G. Ozols (613) 957-2127

NOV 10 1988

Dear Sirs:

Re: Wage Loss Replacement Plan

This is in reply to your letter of August 24, 1988 concerning a change in the way in which premiums for a wage loss replacement plan are remitted to the carrier of the plan.

You state that prior to January 1, 1988, the employer deducted the premium amount each month from the employees' salaries and paid these over to the carrier. The plan accordingly qualified as an employee pay all plan.

Commencing January 1, 1988, the employer is paying the premiums on behalf of the employees and will be reporting the amount as a taxable benefit on the employees' T4 slips at year's end. You state that the premium amount constitutes part of the employees' benefits which in turn constitute part of the employees' wage increase on January 1, 1988. It is your contention that this new arrangement does not affect the plan's status as an employee pay all plan.

It is a question of fact, based on all the relevant particulars in each individual case, whether or not an employee pay all plan exists.
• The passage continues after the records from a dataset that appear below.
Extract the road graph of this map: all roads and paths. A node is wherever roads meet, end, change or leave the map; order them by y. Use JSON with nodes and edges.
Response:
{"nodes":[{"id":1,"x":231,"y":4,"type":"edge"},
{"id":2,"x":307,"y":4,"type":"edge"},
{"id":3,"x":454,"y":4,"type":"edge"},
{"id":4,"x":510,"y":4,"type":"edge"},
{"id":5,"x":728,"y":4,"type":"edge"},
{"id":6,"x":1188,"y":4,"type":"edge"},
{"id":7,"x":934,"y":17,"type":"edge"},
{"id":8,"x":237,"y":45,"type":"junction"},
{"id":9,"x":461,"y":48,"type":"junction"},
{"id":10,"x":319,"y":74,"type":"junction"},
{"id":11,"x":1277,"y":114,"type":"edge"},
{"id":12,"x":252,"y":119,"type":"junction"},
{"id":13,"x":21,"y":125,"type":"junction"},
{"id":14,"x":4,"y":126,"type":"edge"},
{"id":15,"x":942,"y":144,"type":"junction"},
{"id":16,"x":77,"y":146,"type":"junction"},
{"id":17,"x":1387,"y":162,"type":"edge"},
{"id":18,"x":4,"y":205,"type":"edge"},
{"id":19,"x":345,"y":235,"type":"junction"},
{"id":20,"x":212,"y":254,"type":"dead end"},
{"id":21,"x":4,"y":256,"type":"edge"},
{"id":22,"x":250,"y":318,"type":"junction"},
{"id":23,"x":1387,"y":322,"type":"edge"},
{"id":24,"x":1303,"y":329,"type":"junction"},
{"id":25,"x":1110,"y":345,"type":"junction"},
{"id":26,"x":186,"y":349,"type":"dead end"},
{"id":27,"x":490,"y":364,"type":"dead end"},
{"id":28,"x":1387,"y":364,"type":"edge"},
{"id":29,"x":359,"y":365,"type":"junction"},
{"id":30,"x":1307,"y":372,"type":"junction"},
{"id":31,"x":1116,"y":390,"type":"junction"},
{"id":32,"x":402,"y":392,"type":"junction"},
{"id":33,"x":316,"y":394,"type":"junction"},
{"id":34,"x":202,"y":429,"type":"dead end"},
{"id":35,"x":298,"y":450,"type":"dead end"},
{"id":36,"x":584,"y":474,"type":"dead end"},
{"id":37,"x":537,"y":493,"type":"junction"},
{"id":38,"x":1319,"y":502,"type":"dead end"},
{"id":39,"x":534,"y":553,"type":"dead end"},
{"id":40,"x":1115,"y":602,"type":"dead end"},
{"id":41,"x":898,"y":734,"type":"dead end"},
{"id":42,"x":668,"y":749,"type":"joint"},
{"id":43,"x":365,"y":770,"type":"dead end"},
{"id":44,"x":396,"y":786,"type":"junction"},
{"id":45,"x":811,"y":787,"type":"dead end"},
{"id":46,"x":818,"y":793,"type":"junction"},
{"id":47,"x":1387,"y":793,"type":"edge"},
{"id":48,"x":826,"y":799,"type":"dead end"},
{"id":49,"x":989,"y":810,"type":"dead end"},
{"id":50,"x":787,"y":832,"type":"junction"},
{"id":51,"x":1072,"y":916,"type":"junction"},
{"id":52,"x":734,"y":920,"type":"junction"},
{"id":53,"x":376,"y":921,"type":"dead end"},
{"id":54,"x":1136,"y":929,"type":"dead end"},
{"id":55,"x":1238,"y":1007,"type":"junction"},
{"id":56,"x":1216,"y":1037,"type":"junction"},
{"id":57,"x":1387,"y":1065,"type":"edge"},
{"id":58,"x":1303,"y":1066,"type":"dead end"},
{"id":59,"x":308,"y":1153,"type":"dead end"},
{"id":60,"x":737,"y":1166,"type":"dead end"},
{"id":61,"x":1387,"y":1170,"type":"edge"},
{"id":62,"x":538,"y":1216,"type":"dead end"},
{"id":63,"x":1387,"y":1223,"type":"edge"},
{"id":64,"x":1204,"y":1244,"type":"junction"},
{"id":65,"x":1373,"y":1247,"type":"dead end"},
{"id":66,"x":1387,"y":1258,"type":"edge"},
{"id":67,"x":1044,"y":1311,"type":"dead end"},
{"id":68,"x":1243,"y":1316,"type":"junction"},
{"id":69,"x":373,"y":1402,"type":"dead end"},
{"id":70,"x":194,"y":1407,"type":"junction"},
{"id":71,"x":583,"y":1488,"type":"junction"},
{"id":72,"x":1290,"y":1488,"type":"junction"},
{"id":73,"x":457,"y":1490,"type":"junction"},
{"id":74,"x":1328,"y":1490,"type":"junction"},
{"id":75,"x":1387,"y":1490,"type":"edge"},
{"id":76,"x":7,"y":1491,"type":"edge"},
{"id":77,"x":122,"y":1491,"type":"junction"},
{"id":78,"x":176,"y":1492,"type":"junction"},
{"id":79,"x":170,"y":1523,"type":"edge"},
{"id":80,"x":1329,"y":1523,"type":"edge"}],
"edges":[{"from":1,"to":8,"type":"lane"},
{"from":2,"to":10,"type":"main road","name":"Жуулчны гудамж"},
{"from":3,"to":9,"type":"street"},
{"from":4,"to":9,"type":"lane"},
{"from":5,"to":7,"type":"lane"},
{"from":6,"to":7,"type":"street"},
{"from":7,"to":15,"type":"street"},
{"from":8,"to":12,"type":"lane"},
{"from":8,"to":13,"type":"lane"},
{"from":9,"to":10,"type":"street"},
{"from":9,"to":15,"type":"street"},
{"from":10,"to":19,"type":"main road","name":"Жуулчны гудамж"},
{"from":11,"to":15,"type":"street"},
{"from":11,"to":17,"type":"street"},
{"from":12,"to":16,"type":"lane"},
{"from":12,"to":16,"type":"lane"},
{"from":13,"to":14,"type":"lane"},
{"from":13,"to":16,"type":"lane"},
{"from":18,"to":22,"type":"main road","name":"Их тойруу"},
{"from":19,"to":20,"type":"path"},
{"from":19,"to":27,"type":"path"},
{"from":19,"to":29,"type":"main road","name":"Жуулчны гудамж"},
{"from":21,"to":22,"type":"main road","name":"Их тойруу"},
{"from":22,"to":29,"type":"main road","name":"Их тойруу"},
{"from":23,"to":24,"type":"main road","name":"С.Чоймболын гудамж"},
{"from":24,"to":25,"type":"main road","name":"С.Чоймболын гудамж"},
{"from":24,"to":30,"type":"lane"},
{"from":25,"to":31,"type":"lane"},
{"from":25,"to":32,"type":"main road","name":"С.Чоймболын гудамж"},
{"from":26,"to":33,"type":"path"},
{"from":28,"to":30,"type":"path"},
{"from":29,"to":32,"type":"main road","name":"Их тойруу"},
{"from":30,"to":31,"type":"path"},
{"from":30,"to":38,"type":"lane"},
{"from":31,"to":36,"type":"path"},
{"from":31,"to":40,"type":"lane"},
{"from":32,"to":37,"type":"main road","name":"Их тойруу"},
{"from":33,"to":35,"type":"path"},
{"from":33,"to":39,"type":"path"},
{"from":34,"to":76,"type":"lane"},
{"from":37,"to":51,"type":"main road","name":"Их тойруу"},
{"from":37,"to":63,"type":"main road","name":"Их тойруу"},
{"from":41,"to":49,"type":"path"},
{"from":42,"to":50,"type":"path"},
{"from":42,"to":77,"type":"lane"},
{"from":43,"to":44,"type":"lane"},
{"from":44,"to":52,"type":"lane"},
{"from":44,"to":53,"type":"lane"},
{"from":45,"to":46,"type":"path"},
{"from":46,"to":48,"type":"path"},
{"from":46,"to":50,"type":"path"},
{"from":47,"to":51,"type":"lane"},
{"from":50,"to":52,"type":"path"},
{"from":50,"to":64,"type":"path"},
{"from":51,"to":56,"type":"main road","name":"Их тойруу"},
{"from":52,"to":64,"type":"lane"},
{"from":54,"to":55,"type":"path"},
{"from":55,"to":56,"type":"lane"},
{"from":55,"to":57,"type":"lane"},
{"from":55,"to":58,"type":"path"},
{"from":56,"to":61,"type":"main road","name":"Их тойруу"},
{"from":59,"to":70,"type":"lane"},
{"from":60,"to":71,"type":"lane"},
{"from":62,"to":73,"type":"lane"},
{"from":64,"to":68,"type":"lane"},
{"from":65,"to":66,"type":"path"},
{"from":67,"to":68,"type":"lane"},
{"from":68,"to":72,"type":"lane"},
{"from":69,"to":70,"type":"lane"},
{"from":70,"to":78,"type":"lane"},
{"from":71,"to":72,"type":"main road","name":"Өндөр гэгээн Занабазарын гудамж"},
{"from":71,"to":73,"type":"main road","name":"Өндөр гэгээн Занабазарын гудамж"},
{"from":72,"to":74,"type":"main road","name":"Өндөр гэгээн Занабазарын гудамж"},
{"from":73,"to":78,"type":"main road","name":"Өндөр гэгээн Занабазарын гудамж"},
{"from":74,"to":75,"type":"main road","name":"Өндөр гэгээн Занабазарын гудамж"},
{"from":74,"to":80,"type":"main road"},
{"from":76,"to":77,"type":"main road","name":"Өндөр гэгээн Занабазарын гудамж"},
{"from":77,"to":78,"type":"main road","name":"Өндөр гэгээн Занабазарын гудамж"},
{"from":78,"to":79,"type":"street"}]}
We do not have a copy of the policy with the carrier or the employment contract instituting the new premium remittance arrangement. It is not clear whether the new arrangement resulted from an amendment to the policy or from the new employment contract. Without a review of these documents, we cannot say whether the new arrangement jeopardizes the plan's employee pay all status. However, we are prepared to provide you with the general comments which follow.

As noted in your letter, paragraph 17 of Interpretation Bulletin IT-428 provides that where an employee pay all plan exists and it provides for the employer to pay the employees' premiums to the plan carrier and to account for them in the manner of wages or salary, the result is as though the premiums had been withheld from the employees' wages or salary. A plan will maintain its status as an employee pay all plan if the plan provides for such an arrangement at the time payment is made. On the other hand, it is not sufficient for the employer to add at year end to employees' income its contributions to a plan, which contributions would normally be considered non-taxable benefits because of subparagraph 6(1)(a)(i) of the Income Tax Act (the "Act").

However, the manner in which the payments are remitted to the carrier of the plan does not by itself answer the question of whether or not an employee pay all plan exists. Such a determination can only be made by looking at the actual wording of a particular plan. Of prime consideration will be whether the plan, either as a term of the policy with the carrier, the employment contract, or some other document, places upon the employees the legal obligation to pay 100 per cent of the premiums (although the employer may still be responsible for remitting the premiums). As an alternative, we would look to see whether the plan recognized that the premiums were part of the employees' total remuneration from employment package and were treated as such. If these questions can be answered in the affirmative, then the plan will be an employee pay all plan.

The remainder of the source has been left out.